> Activity: Look through the entries below and say how many lines contain the string "that". Give the number only.

> Dataset items:
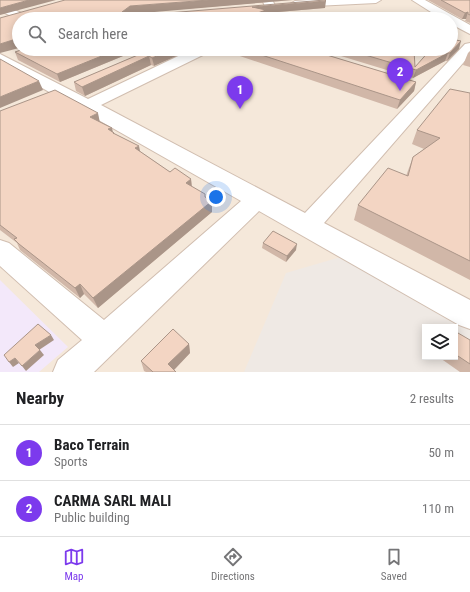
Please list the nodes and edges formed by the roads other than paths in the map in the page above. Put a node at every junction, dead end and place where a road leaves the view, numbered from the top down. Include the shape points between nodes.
1 (376, 0) edge
2 (417, 0) edge
3 (269, 3) edge
4 (0, 7) edge
5 (256, 8) edge
6 (12, 12) edge
7 (274, 12) edge
8 (438, 12) edge
9 (12, 18) edge
10 (0, 21) edge
11 (458, 23) edge
12 (470, 30) edge
13 (470, 47) edge
14 (188, 56) edge
15 (5, 58) edge
16 (80, 82) edge
17 (59, 91) junction
18 (39, 99) edge
19 (86, 106) junction
20 (258, 199) junction
21 (307, 226) junction
22 (0, 250) edge
23 (470, 315) edge
24 (105, 340) junction
25 (70, 372) edge

1 - 3 street
2 - 8 street
3 - 5 street
3 - 7 street
4 - 6 street
9 - 10 street
11 - 12 street
13 - 21 street
14 - 19 street
15 - 17 street
16 - 17 street
17 - 18 street
17 - 19 street
19 - 20 street
20 - 21 street
20 - 24 street
21 - 23 street
22 - 24 street
24 - 25 street

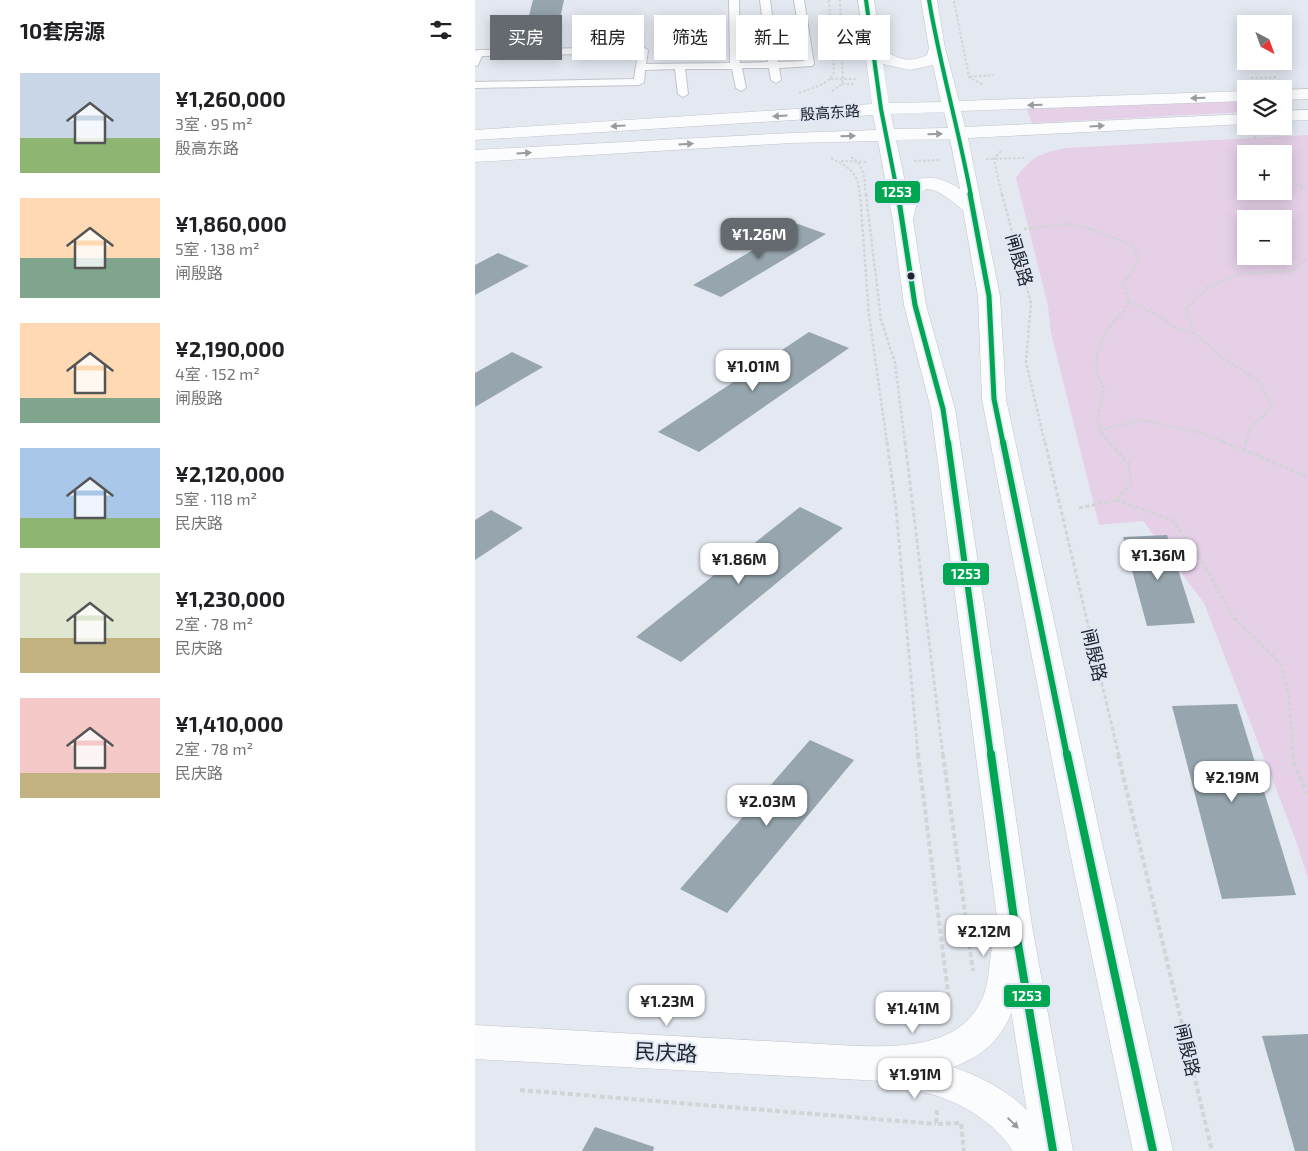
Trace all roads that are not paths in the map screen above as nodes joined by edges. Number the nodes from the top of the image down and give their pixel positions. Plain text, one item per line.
1 (734, 0) edge
2 (765, 0) edge
3 (799, 0) edge
4 (866, 0) edge
5 (929, 0) edge
6 (868, 15) edge
7 (937, 48) junction
8 (875, 60) edge
9 (887, 60) edge
10 (475, 63) edge
11 (773, 64) junction
12 (736, 65) junction
13 (642, 66) junction
14 (680, 66) junction
15 (776, 80) dead end
16 (475, 85) edge
17 (741, 88) dead end
18 (683, 94) dead end
19 (1308, 94) edge
20 (1292, 95) edge
21 (1237, 96) edge
22 (951, 106) junction
23 (1308, 115) edge
24 (1292, 116) edge
25 (1237, 119) edge
26 (959, 133) junction
27 (475, 135) edge
28 (886, 135) junction
29 (475, 156) edge
30 (973, 208) junction
31 (903, 221) junction
32 (1011, 894) junction
33 (475, 1042) edge
34 (937, 1068) junction
35 (1035, 1151) edge
36 (1053, 1151) edge
37 (1153, 1151) edge

1 - 12 lane
2 - 11 lane
3 - 11 lane
4 - 6 main road
5 - 7 main road, 闸殷路
7 - 9 main road
7 - 22 main road, 闸殷路
8 - 28 main road
10 - 13 lane
11 - 12 lane
11 - 15 lane
12 - 14 lane
12 - 17 lane
13 - 14 lane
13 - 16 lane
14 - 18 lane
19 - 20 main road
21 -> 22 main road, 殷高东路
22 - 26 main road, 闸殷路
22 - 28 main road, 殷高东路
23 - 24 main road
26 -> 25 main road, 殷高东路
28 -> 26 main road, 殷高东路
26 - 30 main road, 闸殷路
28 -> 27 main road, 殷高东路
29 -> 28 main road, 殷高东路
28 - 31 main road
30 - 31 main road
30 - 37 main road, 闸殷路
31 - 32 main road
32 - 34 main road
32 - 36 main road
33 - 34 main road, 民庆路
34 -> 35 main road, 民庆路

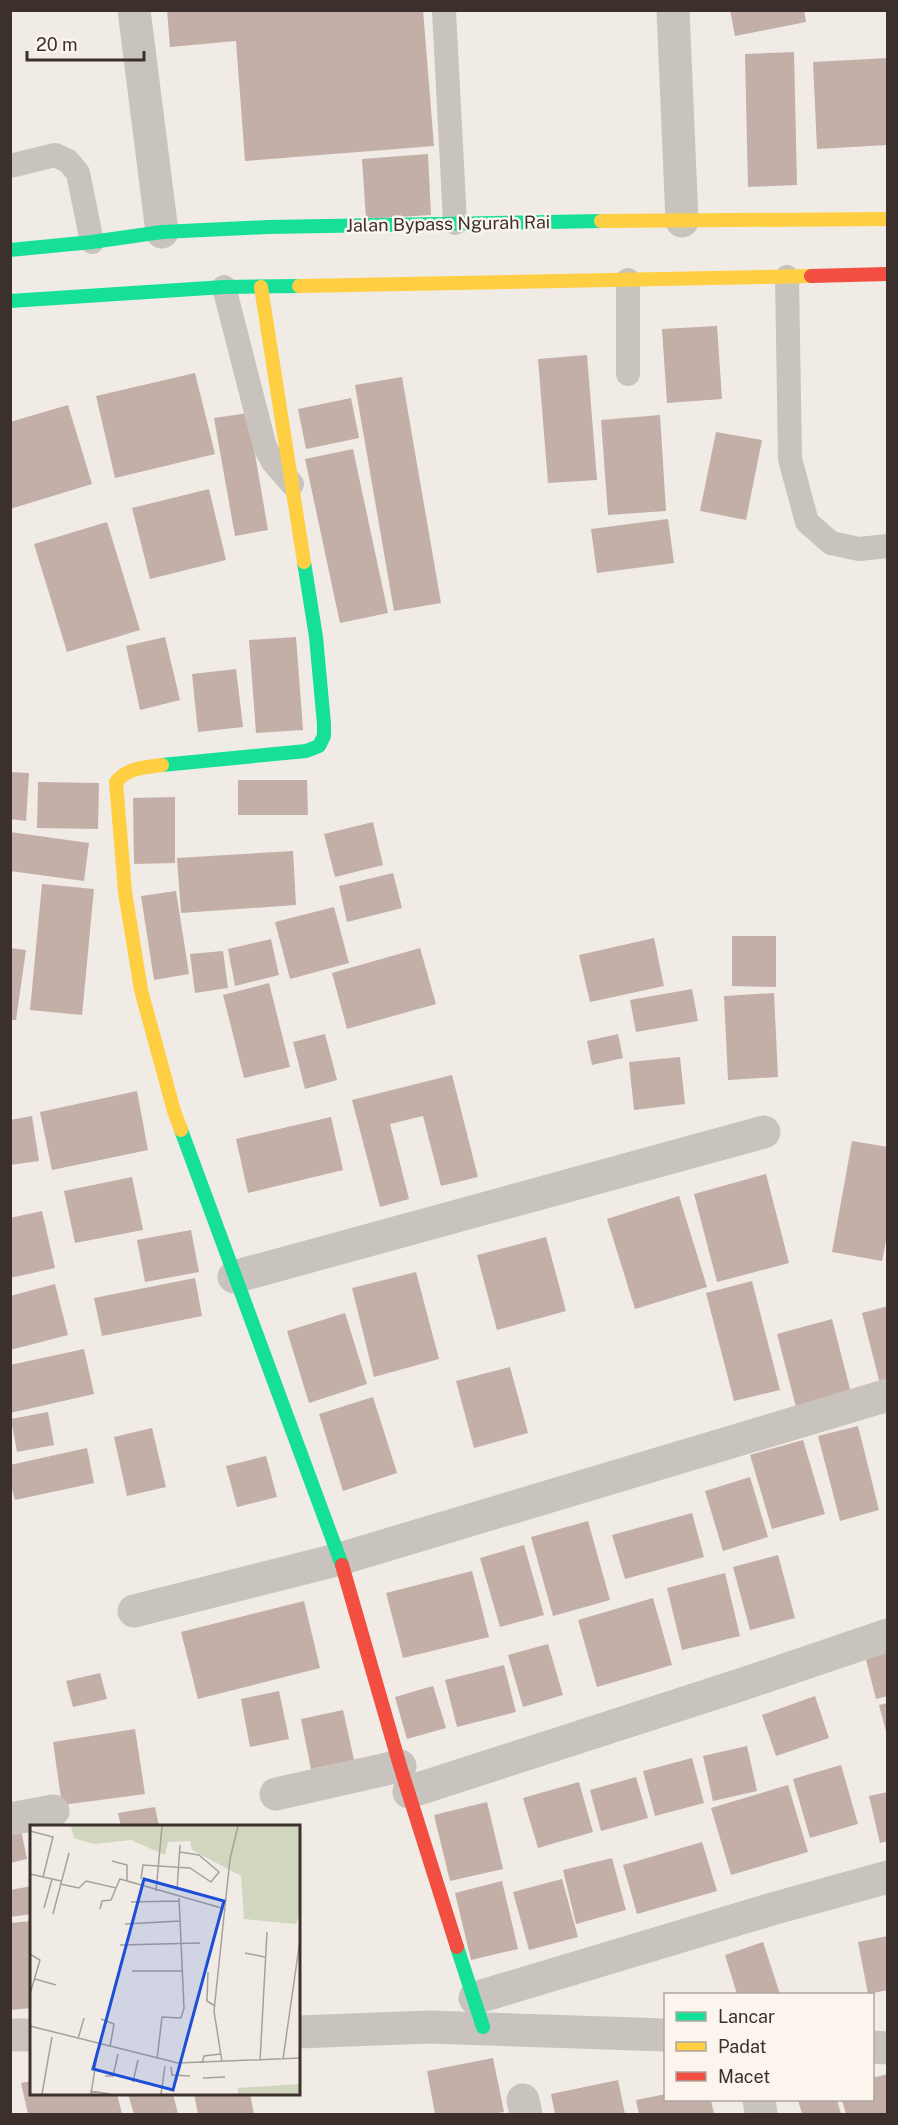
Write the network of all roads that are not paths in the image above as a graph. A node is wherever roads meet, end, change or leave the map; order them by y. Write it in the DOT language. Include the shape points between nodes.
graph roads {
  1 [pos="134,10"];
  2 [pos="444,10"];
  3 [pos="674,10"];
  4 [pos="10,166"];
  5 [pos="888,219"];
  6 [pos="682,221"];
  7 [pos="455,224"];
  8 [pos="162,232"];
  9 [pos="92,242"];
  10 [pos="10,250"];
  11 [pos="888,274"];
  12 [pos="787,277"];
  13 [pos="628,280"];
  14 [pos="224,286"];
  15 [pos="261,287"];
  16 [pos="10,301"];
  17 [pos="628,374"];
  18 [pos="292,484"];
  19 [pos="888,546"];
  20 [pos="764,1132"];
  21 [pos="234,1277"];
  22 [pos="888,1395"];
  23 [pos="340,1559"];
  24 [pos="134,1611"];
  25 [pos="888,1635"];
  26 [pos="405,1779"];
  27 [pos="276,1794"];
  28 [pos="53,1811"];
  29 [pos="10,1819"];
  30 [pos="888,1877"];
  31 [pos="479,2013"];
  32 [pos="300,2032"];
  33 [pos="30,2035"];
  34 [pos="664,2035"];
  35 [pos="10,2036"];
  1 -- 8 [label="street"];
  2 -- 7 [label="lane"];
  3 -- 6 [label="street"];
  4 -- 9 [label="lane" via="55,155 68,161 78,173"];
  5 -- 6 [label="main road, Jalan Bypass Ngurah Rai"];
  6 -- 7 [label="main road, Jalan Bypass Ngurah Rai"];
  7 -- 8 [label="main road, Jalan Bypass Ngurah Rai"];
  8 -- 9 [label="main road, Jalan Bypass Ngurah Rai"];
  9 -- 10 [label="main road, Jalan Bypass Ngurah Rai"];
  11 -- 12 [label="main road"];
  12 -- 13 [label="main road"];
  12 -- 19 [label="lane" via="790,459 807,522 831,543 860,549"];
  13 -- 15 [label="main road"];
  13 -- 17 [label="lane"];
  14 -- 15 [label="main road"];
  14 -- 16 [label="main road"];
  14 -- 18 [label="lane" via="265,447"];
  15 -- 18 [label="main road"];
  18 -- 21 [label="main road" via="316,637 324,724 322,742 306,751 142,767 122,774 116,782 125,892 141,990 174,1111"];
  20 -- 21 [label="street"];
  21 -- 23 [label="main road"];
  22 -- 23 [label="street"];
  23 -- 24 [label="street"];
  23 -- 26 [label="main road"];
  25 -- 26 [label="street" via="740,1685"];
  26 -- 27 [label="street"];
  26 -- 31 [label="main road"];
  28 -- 29 [label="street"];
  30 -- 31 [label="street" via="772,1909"];
  31 -- 32 [label="street" via="429,2027"];
  31 -- 34 [label="street"];
  33 -- 35 [label="street"];
}
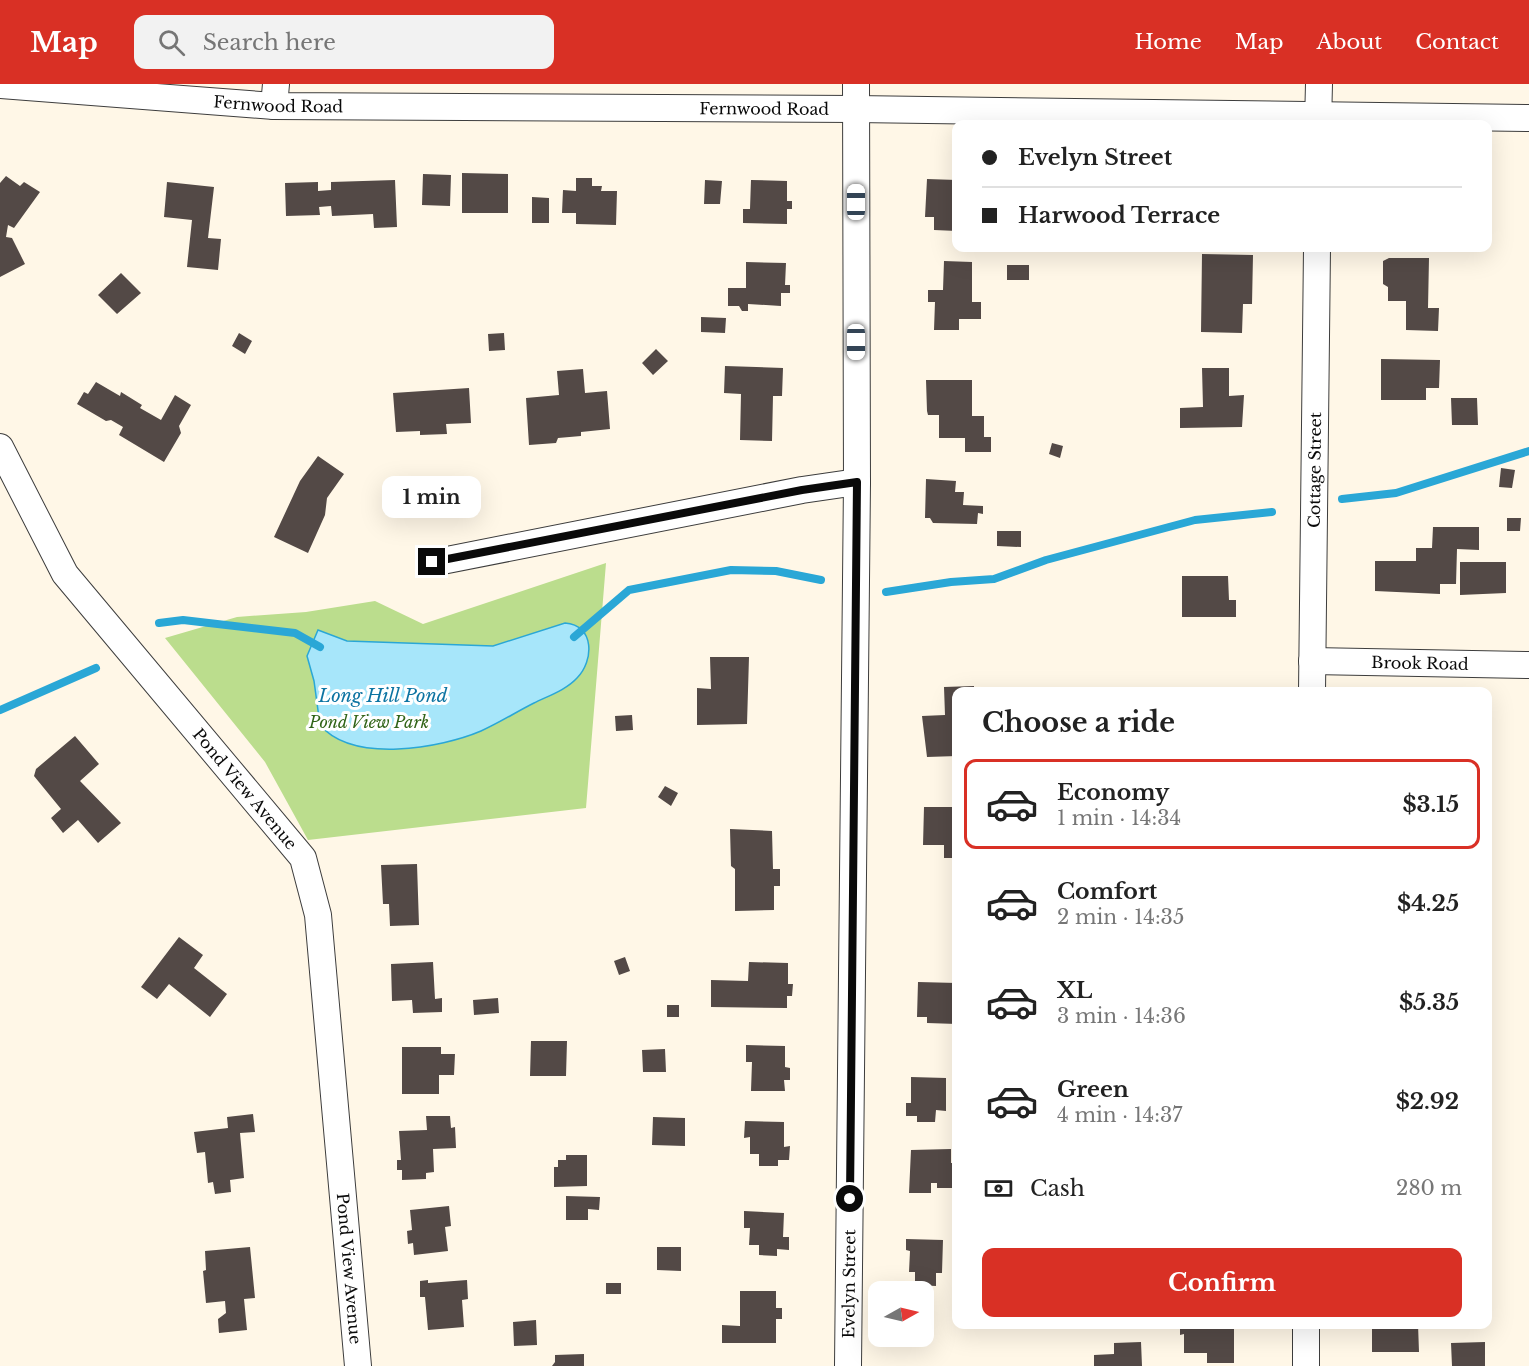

> Answer for this exercise: 2